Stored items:
=-=-=

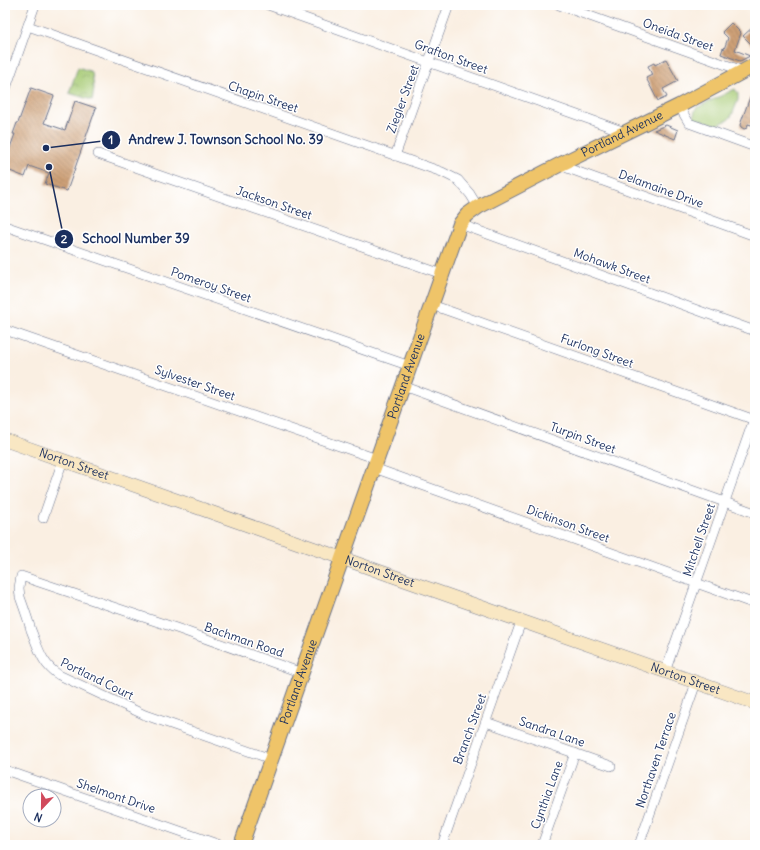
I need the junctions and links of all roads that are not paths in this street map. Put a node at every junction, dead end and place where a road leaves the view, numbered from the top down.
1 (35, 5) edge
2 (268, 5) edge
3 (449, 5) edge
4 (559, 5) edge
5 (28, 26) junction
6 (428, 62) junction
7 (749, 68) edge
8 (5, 91) edge
9 (679, 106) junction
10 (625, 132) junction
11 (755, 147) edge
12 (98, 154) dead end
13 (395, 156) junction
14 (559, 165) junction
15 (478, 207) junction
16 (460, 224) junction
17 (5, 226) edge
18 (755, 236) edge
19 (442, 274) junction
20 (432, 304) junction
21 (5, 330) edge
22 (755, 332) edge
23 (410, 366) junction
24 (403, 386) junction
25 (755, 419) edge
26 (5, 440) edge
27 (63, 460) junction
28 (375, 463) junction
29 (725, 502) junction
30 (755, 513) edge
31 (43, 518) dead end
32 (343, 558) junction
33 (696, 583) junction
34 (755, 604) edge
35 (522, 622) junction
36 (179, 630) joint
37 (302, 672) junction
38 (665, 672) junction
39 (696, 683) junction
40 (755, 703) edge
41 (486, 722) junction
42 (575, 753) junction
43 (272, 759) junction
44 (611, 766) dead end
45 (5, 770) edge
46 (220, 845) edge
47 (241, 845) edge
48 (442, 845) edge
49 (542, 845) edge
50 (639, 845) edge

1 - 5 street
2 - 6 street, Grafton Street
3 - 6 street, Ziegler Street
4 - 7 street, Oneida Street
5 - 8 street
5 - 13 street, Chapin Street
6 - 10 street, Grafton Street
6 - 13 street, Ziegler Street
7 - 9 main road, Portland Avenue
9 - 10 main road, Portland Avenue
9 - 11 street
10 - 14 main road, Portland Avenue
12 - 19 street, Jackson Street
13 - 15 street, Chapin Street
14 - 15 main road, Portland Avenue
14 - 18 street, Delamaine Drive
15 - 16 main road, Portland Avenue
16 - 19 main road, Portland Avenue
16 - 22 street, Mohawk Street
17 - 23 street, Pomeroy Street
19 - 20 main road, Portland Avenue
20 - 23 main road, Portland Avenue
20 - 25 street, Furlong Street
21 - 28 street, Sylvester Street
23 - 24 main road, Portland Avenue
24 - 28 main road, Portland Avenue
24 - 29 street, Turpin Street
25 - 29 street, Mitchell Street
26 - 27 main road, Norton Street
27 - 31 street
27 - 32 main road, Norton Street
28 - 32 main road, Portland Avenue
28 - 33 street, Dickinson Street
29 - 30 street, Turpin Street
29 - 33 street, Mitchell Street
32 - 35 main road, Norton Street
32 - 37 main road, Portland Avenue
33 - 34 street, Dickinson Street
33 - 38 street, Mitchell Street
35 - 38 main road, Norton Street
35 - 41 street, Branch Street
36 - 37 street, Bachman Road
36 - 43 street, Portland Court
37 - 43 main road, Portland Avenue
38 - 39 main road, Norton Street
39 - 40 main road, Norton Street
39 - 50 street, Northaven Terrace
41 - 42 street, Sandra Lane
41 - 48 street, Branch Street
42 - 44 street, Sandra Lane
42 - 49 street, Cynthia Lane
43 - 47 main road, Portland Avenue
45 - 46 street, Shelmont Drive

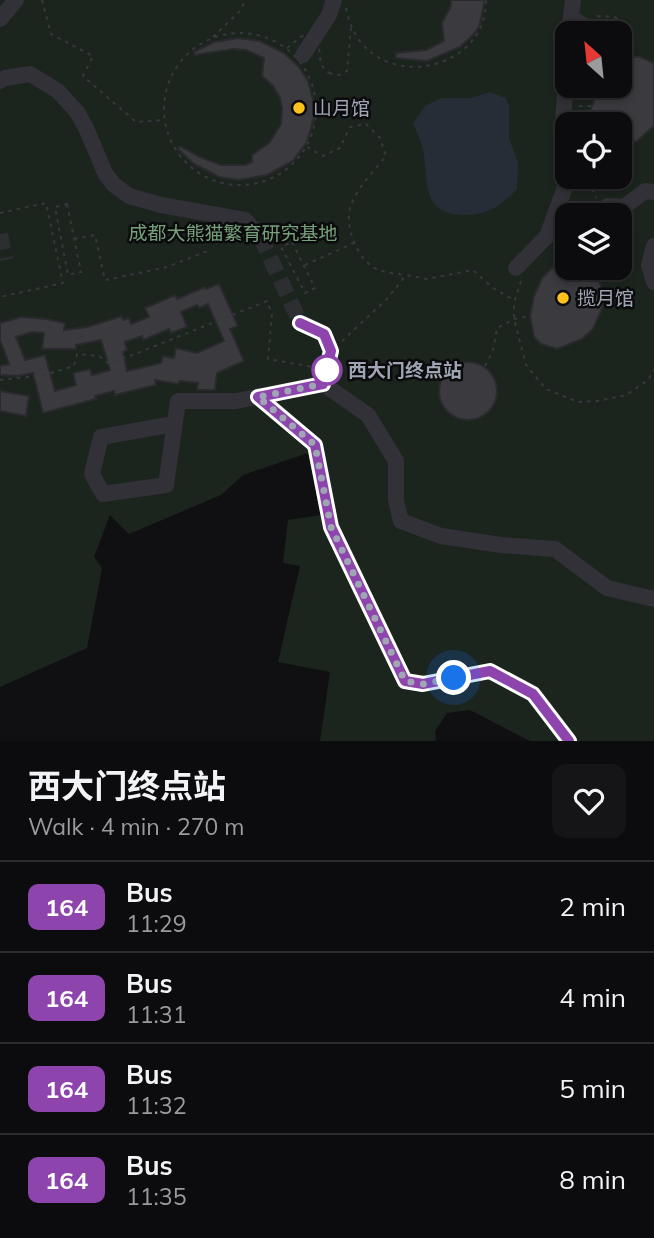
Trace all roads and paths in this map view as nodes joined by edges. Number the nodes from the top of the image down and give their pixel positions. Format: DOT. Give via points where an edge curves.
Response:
graph roads {
  1 [pos="16,0"];
  2 [pos="42,0"];
  3 [pos="245,0"];
  4 [pos="486,0"];
  5 [pos="573,0"];
  6 [pos="339,3"];
  7 [pos="593,15"];
  8 [pos="0,19"];
  9 [pos="571,21"];
  10 [pos="621,21"];
  11 [pos="351,27"];
  12 [pos="212,38"];
  13 [pos="287,48"];
  14 [pos="303,55"];
  15 [pos="0,81"];
  16 [pos="565,98"];
  17 [pos="575,106"];
  18 [pos="592,106"];
  19 [pos="165,120"];
  20 [pos="306,146"];
  21 [pos="592,189"];
  22 [pos="654,192"];
  23 [pos="603,203"];
  24 [pos="629,203"];
  25 [pos="0,212"];
  26 [pos="260,236"];
  27 [pos="74,239"];
  28 [pos="62,241"];
  29 [pos="54,243"];
  30 [pos="354,243"];
  31 [pos="654,246"];
  32 [pos="210,250"];
  33 [pos="304,265"];
  34 [pos="292,268"];
  35 [pos="287,271"];
  36 [pos="521,271"];
  37 [pos="406,275"];
  38 [pos="654,282"];
  39 [pos="0,297"];
  40 [pos="515,300"];
  41 [pos="530,316"];
  42 [pos="514,319"];
  43 [pos="300,323"];
  44 [pos="331,351"];
  45 [pos="485,366"];
  46 [pos="654,370"];
  47 [pos="325,377"];
  48 [pos="0,380"];
  49 [pos="258,397"];
  50 [pos="174,424"];
  51 [pos="654,598"];
  52 [pos="569,741"];
  1 -- 8 [label="street"];
  2 -- 19 [label="path" via="51,34 93,56 83,76 136,122"];
  3 -- 12 [label="path" via="241,10"];
  4 -- 11 [label="path" via="480,27 467,46 449,60 427,67 404,67 382,60 364,46"];
  5 -- 9 [label="street"];
  6 -- 11 [label="path"];
  6 -- 14 [label="street"];
  7 -- 10 [label="path" via="616,16"];
  11 -- 13 [label="path, bridge" via="347,71 339,75 321,65 321,50 310,37"];
  12 -- 13 [label="path" via="234,32 258,34"];
  12 -- 19 [label="path" via="188,52 173,73 164,97"];
  13 -- 20 [label="path" via="312,82 317,106 314,131"];
  15 -- 26 [label="street" via="30,74 58,91 86,128 105,173 129,196 245,220"];
  16 -- 36 [label="street" via="567,182 547,236"];
  17 -- 18 [label="path"];
  19 -- 20 [label="path" via="173,147 190,166 212,180 237,185 262,182 285,171"];
  20 -- 30 [label="path" via="323,156 340,148 350,127 366,124 380,138 386,156 349,214"];
  21 -- 23 [label="path"];
  22 -- 24 [label="street" via="645,191"];
  25 -- 29 [label="path" via="46,203"];
  27 -- 28 [label="path" via="81,272 68,275"];
  27 -- 28 [label="path" via="67,204 55,207"];
  27 -- 32 [label="path" via="95,235 104,280 167,267"];
  28 -- 29 [label="path"];
  29 -- 39 [label="path" via="63,284"];
  30 -- 33 [label="path"];
  30 -- 37 [label="path" via="377,270"];
  31 -- 38 [label="street" via="649,265"];
  33 -- 34 [label="path" via="292,242 281,247"];
  33 -- 34 [label="path" via="315,288 305,293"];
  34 -- 35 [label="path"];
  36 -- 40 [label="path"];
  37 -- 40 [label="path" via="427,279 473,270"];
  37 -- 44 [label="path"];
  40 -- 42 [label="path"];
  41 -- 42 [label="path"];
  42 -- 45 [label="path" via="497,328"];
  42 -- 46 [label="path" via="526,365 547,389 578,402 626,395"];
  43 -- 44 [label="street" via="324,334"];
  44 -- 47 [label="street"];
  47 -- 48 [label="path" via="268,359 272,314 267,301 108,363 99,356 77,354 74,366 46,375"];
  47 -- 49 [label="street"];
  47 -- 51 [label="street" via="368,415 396,461 401,521 441,536 555,550 607,588"];
  49 -- 50 [label="street" via="178,401"];
  49 -- 52 [label="street" via="315,445 331,527 405,681 423,684 490,671 533,694"];
  50 -- 50 [label="street" via="166,485 103,494 92,474 101,437"];
}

=-=-=

Copy out each line of the records above that includes "Grafton".

2 - 6 street, Grafton Street
6 - 10 street, Grafton Street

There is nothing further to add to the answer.